Photo/Illutration Storage tanks containing processed but still contaminated water at the defunct Fukushima No. 1 nuclear power plant are seen on Aug. 1. (Kazuyoshi Sako)

SEOUL--South Korea wants to know what Japan plans to do about the enormous volume of processed but still contaminated water at the crippled Fukushima No. 1 nuclear power plant.

The country's Foreign Ministry on Aug. 19 called for an official reply from Japan by summoning a Japanese diplomat.

The ministry handed a statement to Tomofumi Nishinaga, a minister at the Japanese Embassy in Seoul, urging Tokyo to confirm whether news reports, as well as claims by international environmental groups, were accurate regarding a plan to release treated water containing tritium, a radioactive substance, into the sea.

Nishinaga was also asked about the Japanese government's plans for disposing of the massive amount of radioactive water stored at the nuclear complex, which suffered a triple meltdown in the Great East Japan Earthquake and tsunami in March 2011.

The statement read that Seoul "takes seriously the issue of polluted water, as it concerns the health and safety of the two countries and effects countries linked by the sea."

It also said Seoul seeks to cooperate with Tokyo to limit adverse affects of the tainted water.

President Moon Jae-in's Democratic Party and other parties are pushing for the question of the contaminated water at the Fukushima plant as a step to counter Japan's recent strengthening of restrictions on exports to South Korea.

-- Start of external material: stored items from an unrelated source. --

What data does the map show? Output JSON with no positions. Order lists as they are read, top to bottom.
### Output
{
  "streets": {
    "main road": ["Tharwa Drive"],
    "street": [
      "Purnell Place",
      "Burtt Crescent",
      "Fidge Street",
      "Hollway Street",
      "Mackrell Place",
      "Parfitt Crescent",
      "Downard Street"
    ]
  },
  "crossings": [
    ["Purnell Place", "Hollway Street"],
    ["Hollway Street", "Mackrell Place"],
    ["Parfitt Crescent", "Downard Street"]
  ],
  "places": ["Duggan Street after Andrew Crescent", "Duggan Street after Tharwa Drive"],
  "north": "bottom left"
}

The same day, lawmakers with the opposition Party for Democracy and Peace announced that radioactive material had been detected on 35 occasions from about 17 tons of processed food imported from eight Japanese prefectures over the past five years, citing data from authorities overseeing food safety.

South Korea continues to prohibit imports of seafood from those prefectures, including Fukushima, Ibaraki and Chiba, on the grounds that they were severely affected by the Fukushima nuclear disaster.

The legislators called for an immediate ban on imports of processed food from these prefectures out of concern for the safety of people in South Korea.

The ministry's inquiries follow reports earlier this month that Tokyo Electric Power Co., the operator of the Fukushima plant, estimates there will be no more room at the plant to house tanks storing the processed water by next summer.

The Japanese government believes that releasing some of the water after it is diluted is one possible option.